▶ _TASK_
From the first line to the last, transcribe the data exactly and skip the pictures.

** Opening INPUT block **

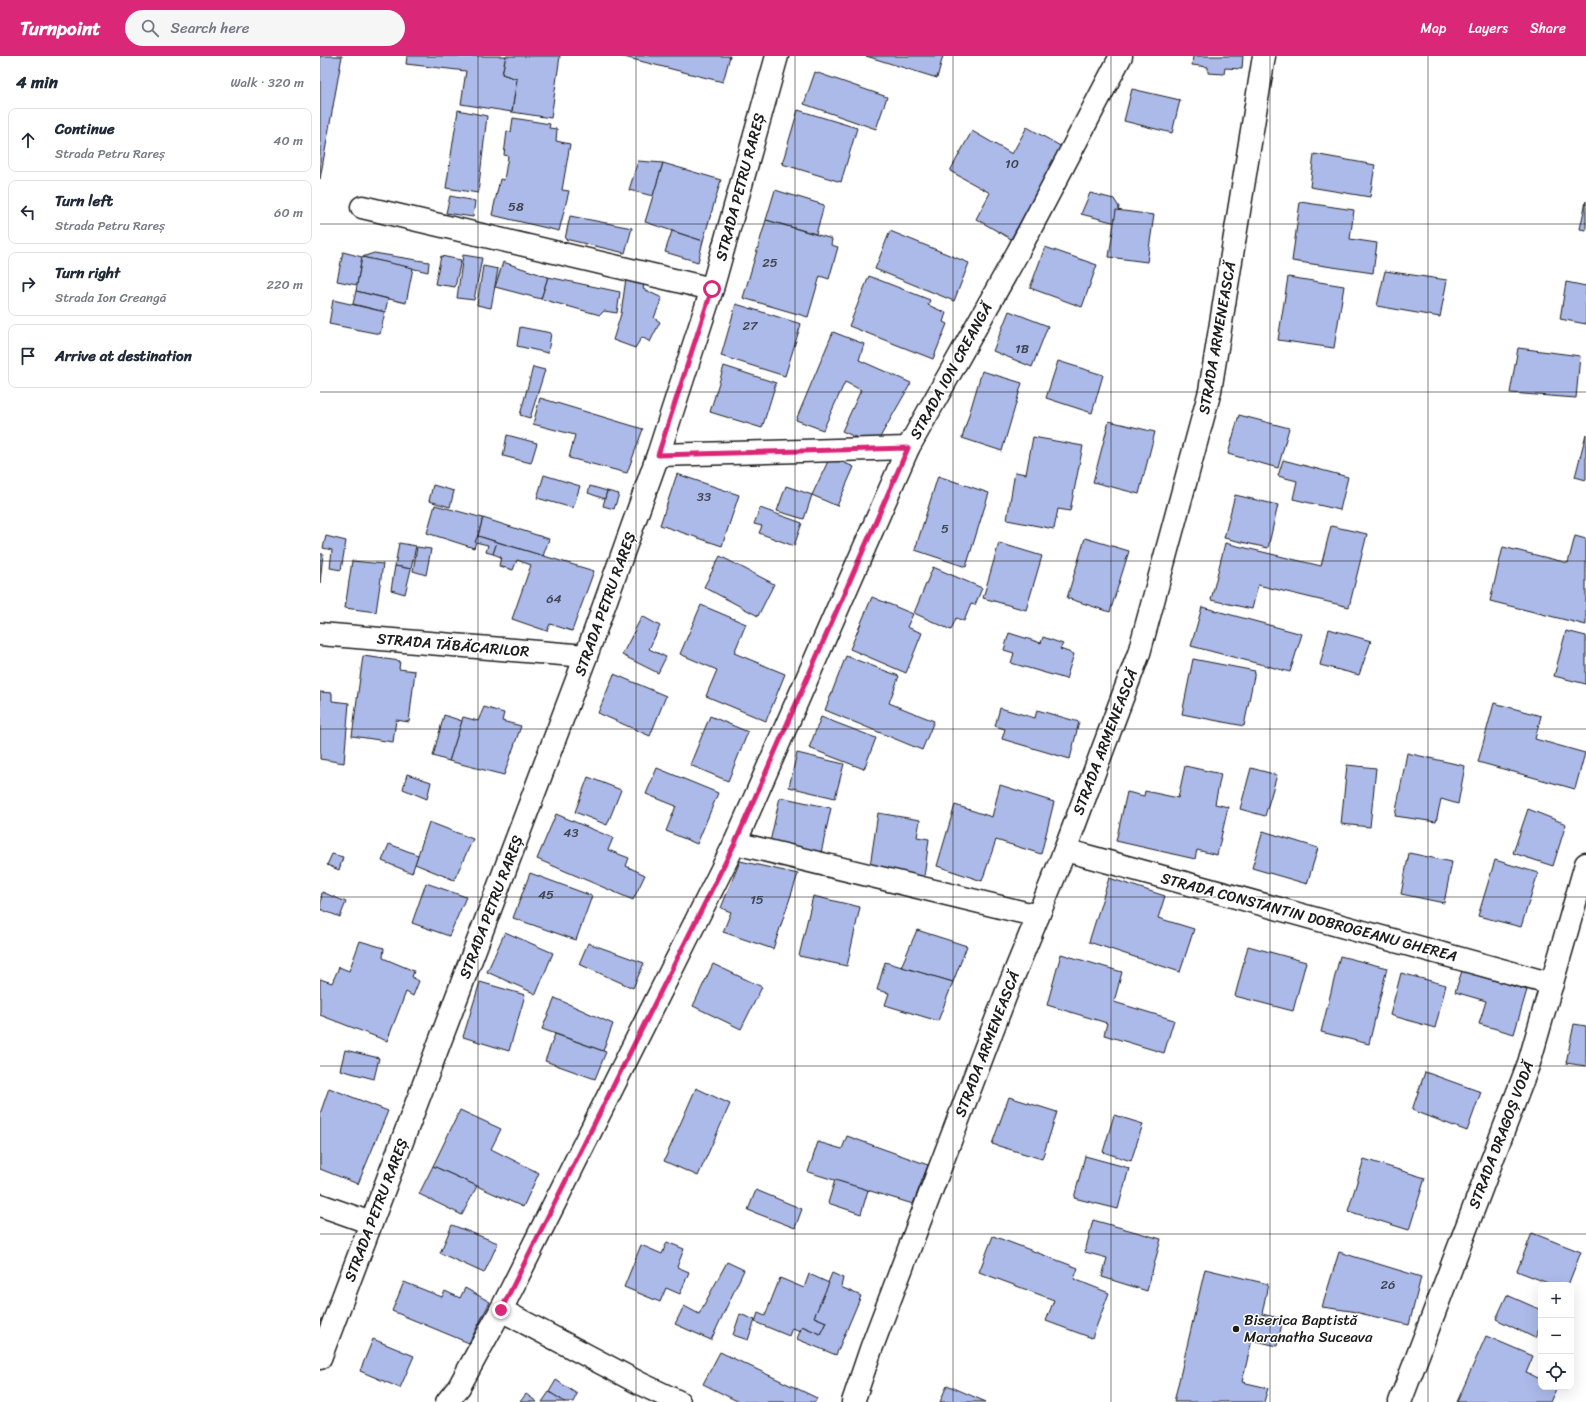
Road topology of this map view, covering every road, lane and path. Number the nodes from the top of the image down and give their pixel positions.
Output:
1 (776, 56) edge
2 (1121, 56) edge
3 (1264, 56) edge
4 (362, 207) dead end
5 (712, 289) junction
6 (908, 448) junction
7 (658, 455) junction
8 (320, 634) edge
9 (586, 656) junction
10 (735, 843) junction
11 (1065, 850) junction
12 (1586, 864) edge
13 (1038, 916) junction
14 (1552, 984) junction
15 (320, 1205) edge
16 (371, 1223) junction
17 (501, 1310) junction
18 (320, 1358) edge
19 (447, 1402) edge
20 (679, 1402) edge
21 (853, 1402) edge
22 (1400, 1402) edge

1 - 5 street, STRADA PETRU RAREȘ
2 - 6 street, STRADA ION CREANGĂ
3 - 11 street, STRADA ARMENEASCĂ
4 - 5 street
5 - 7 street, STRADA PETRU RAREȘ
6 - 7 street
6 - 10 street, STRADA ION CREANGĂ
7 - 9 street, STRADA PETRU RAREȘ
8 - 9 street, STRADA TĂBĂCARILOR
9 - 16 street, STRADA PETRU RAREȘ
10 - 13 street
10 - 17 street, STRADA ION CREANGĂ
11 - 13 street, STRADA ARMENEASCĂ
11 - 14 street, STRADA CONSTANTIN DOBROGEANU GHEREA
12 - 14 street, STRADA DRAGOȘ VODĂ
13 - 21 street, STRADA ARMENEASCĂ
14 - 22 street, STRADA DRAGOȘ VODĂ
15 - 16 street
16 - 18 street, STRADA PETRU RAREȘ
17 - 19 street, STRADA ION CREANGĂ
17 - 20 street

** Closing INPUT block **

▶ _RESPONSE_
Road topology of this map view, covering every road, lane and path. Number the nodes from the top of the image down and give their pixel positions.
Output:
1 (776, 56) edge
2 (1121, 56) edge
3 (1264, 56) edge
4 (362, 207) dead end
5 (712, 289) junction
6 (908, 448) junction
7 (658, 455) junction
8 (320, 634) edge
9 (586, 656) junction
10 (735, 843) junction
11 (1065, 850) junction
12 (1586, 864) edge
13 (1038, 916) junction
14 (1552, 984) junction
15 (320, 1205) edge
16 (371, 1223) junction
17 (501, 1310) junction
18 (320, 1358) edge
19 (447, 1402) edge
20 (679, 1402) edge
21 (853, 1402) edge
22 (1400, 1402) edge

1 - 5 street, STRADA PETRU RAREȘ
2 - 6 street, STRADA ION CREANGĂ
3 - 11 street, STRADA ARMENEASCĂ
4 - 5 street
5 - 7 street, STRADA PETRU RAREȘ
6 - 7 street
6 - 10 street, STRADA ION CREANGĂ
7 - 9 street, STRADA PETRU RAREȘ
8 - 9 street, STRADA TĂBĂCARILOR
9 - 16 street, STRADA PETRU RAREȘ
10 - 13 street
10 - 17 street, STRADA ION CREANGĂ
11 - 13 street, STRADA ARMENEASCĂ
11 - 14 street, STRADA CONSTANTIN DOBROGEANU GHEREA
12 - 14 street, STRADA DRAGOȘ VODĂ
13 - 21 street, STRADA ARMENEASCĂ
14 - 22 street, STRADA DRAGOȘ VODĂ
15 - 16 street
16 - 18 street, STRADA PETRU RAREȘ
17 - 19 street, STRADA ION CREANGĂ
17 - 20 street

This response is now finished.